Live

Tom Walbank, Naim Amor, Colorstore, and The Fashionistas

Club Congress, Wednesday, July 20

The free show at Club Congress on Wednesday, July 20, felt almost clique-ish, due to the fact that three of the bands on the bill--The Fashionistas, Naim Amor and Tom Walbank--share two band members: Dmitri Manos, of Sugarbush, Galactic Federation of Love and Golden Boots, and Michael Bagesse, formerly of Liberty School. It was sort of like being at a club meeting, with the new inductees being Phoenix's Colorstore, who played the second slot and rightfully earned their right to play among the "cliques" of the Tucson music scene.

The Fashionistas, who played first, sound almost like Portishead would if they were a lounge band, and their slowed-down cover of Joan Jett's "I Love Rock 'n' Roll" showcased their eerie swankiness. The forces at work in The Fashionistas' music are embodied by lead singer Emilie Marchand's sultry jazz vocals and her fabulous punk-rock hair.

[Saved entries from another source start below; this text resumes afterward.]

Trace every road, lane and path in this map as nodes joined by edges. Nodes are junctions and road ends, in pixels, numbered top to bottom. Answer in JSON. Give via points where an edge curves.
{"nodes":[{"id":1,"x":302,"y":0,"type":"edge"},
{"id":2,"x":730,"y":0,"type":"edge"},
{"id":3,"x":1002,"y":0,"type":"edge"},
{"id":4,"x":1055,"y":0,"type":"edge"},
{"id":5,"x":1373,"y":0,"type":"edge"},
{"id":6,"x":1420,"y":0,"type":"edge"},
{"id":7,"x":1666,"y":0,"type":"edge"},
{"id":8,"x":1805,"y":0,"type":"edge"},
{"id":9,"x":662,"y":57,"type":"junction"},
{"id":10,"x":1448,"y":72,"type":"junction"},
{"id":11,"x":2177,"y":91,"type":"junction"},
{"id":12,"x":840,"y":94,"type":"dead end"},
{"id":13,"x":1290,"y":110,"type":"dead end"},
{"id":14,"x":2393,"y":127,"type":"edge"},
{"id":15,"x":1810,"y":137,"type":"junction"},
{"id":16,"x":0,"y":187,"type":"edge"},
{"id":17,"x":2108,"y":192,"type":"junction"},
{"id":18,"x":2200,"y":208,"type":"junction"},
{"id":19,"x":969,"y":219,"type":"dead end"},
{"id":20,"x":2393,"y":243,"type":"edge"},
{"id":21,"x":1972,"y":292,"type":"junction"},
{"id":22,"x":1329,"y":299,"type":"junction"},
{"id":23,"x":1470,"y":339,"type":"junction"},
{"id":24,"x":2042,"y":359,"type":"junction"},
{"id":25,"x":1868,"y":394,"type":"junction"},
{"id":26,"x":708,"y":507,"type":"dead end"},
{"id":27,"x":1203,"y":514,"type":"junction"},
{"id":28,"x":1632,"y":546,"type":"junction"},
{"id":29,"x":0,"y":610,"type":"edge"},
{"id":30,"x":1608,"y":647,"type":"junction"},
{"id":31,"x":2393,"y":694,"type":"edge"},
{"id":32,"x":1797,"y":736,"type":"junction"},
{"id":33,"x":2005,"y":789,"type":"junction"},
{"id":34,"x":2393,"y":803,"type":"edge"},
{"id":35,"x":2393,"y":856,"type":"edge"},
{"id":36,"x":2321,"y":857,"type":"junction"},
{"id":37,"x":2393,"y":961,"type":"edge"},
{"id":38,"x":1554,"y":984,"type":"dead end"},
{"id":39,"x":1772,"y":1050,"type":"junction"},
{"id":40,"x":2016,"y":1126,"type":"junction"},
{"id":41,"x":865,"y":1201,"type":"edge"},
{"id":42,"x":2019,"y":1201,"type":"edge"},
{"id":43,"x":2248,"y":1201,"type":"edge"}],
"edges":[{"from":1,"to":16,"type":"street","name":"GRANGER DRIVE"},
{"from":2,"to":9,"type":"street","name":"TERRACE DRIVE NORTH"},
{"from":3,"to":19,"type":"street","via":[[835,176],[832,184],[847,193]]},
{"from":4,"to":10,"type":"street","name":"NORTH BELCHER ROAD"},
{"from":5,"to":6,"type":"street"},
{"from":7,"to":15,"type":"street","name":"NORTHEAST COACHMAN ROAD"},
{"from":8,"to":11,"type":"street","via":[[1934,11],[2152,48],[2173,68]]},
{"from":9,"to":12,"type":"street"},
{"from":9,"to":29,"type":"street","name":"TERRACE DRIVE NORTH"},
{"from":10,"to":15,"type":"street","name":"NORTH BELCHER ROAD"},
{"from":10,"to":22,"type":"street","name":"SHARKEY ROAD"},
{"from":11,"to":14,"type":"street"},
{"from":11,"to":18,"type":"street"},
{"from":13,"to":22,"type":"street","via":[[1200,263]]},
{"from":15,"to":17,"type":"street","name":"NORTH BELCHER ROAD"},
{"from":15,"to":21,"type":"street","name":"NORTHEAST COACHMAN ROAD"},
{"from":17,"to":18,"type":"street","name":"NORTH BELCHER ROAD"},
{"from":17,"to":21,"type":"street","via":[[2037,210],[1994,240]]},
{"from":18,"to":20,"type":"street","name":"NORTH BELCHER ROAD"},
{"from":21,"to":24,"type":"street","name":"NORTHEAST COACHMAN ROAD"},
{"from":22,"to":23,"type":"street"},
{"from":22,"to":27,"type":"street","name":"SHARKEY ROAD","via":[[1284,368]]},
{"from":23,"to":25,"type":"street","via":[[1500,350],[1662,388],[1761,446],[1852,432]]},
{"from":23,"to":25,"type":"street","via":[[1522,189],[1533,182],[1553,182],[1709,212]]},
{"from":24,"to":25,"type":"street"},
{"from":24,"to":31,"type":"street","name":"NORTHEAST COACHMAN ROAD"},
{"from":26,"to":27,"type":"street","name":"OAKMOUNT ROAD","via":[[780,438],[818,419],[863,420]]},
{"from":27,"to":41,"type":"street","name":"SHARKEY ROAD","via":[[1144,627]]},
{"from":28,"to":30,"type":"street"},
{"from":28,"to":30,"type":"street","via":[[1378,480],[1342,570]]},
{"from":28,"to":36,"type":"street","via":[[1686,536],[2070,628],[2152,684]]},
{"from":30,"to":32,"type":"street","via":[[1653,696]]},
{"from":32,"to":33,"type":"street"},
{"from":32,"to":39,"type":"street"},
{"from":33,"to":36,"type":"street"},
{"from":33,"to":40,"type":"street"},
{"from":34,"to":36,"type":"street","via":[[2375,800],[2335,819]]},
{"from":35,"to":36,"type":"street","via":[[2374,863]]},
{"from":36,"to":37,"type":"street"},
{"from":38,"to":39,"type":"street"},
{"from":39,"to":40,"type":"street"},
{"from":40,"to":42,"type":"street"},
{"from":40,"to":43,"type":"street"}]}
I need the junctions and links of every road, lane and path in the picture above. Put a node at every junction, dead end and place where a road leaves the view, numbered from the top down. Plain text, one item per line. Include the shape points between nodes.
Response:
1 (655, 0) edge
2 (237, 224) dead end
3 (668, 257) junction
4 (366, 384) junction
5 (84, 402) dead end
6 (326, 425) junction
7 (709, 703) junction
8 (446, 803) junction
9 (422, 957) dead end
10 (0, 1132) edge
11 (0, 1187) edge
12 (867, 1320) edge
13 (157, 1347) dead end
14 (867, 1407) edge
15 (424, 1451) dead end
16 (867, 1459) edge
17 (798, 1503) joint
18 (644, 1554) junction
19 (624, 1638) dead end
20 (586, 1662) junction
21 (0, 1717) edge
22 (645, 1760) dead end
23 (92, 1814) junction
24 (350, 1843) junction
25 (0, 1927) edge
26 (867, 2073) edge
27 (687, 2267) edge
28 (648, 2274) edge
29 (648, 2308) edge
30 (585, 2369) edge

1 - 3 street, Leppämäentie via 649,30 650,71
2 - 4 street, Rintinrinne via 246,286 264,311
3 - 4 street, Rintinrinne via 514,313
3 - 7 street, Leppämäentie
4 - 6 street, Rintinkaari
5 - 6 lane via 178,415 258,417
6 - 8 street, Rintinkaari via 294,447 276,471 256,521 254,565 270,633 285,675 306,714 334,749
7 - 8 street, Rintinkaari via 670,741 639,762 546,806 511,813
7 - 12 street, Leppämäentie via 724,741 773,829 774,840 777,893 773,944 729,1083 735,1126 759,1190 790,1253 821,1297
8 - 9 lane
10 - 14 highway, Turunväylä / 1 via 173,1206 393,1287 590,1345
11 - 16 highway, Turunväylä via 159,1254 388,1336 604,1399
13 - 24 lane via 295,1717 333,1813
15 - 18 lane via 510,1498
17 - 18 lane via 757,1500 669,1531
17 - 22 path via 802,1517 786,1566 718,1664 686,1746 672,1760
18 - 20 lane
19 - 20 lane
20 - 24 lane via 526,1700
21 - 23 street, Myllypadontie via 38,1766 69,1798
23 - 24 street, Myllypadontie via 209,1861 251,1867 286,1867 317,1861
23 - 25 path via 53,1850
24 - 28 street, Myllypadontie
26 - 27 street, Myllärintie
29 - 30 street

The four guys in Colorstore, who played second, had a lot of tricks up their short, sweaty sleeves. They were barely visible behind their equipment--keyboards, organs, guitars, drums and a giant suitcase full of gadgets. Singer/rhythm guitarist Mark Erickson wailed and contorted behind the suitcase, and by the end of the set, looked like he had run about 16 miles in the middle of the day. Each song was epic space-rock; one started with Erickson moaning melodically into his microphone, which he captured and looped under another harmonizing melody he created with a sort of breathing sound.

After Colorstore, Naim Amor and his band, which just got back from a West Coast tour, played their Ennio Morricone-esque French pop. Amor has played with a number of Tucson musicians over the years, and each incarnation is just as brilliant as the last; Amor's songs are both ultracool and undeniably Tucson, which is weirdly enhanced by the mostly French lyrics.

As if there weren't enough musical genres being toyed with over the course of the evening, Tom Walbank and the Ambassadors took the guts out of old-style blues and rocked 'em up. Walbank's reworkings and interpretations of the kind of blues that gave birth to rock are always impressive, especially when he's playing that harmonica. Amazingly enough, drummer Manos and guitarist Bagesse were still keeping a steady rhythm alongside Walbank pushing 2 a.m., even after playing with Amor and The Fashionistas. Clique-ish as the whole show was, there's good reason all of these musicians play together: It makes for damn fine music.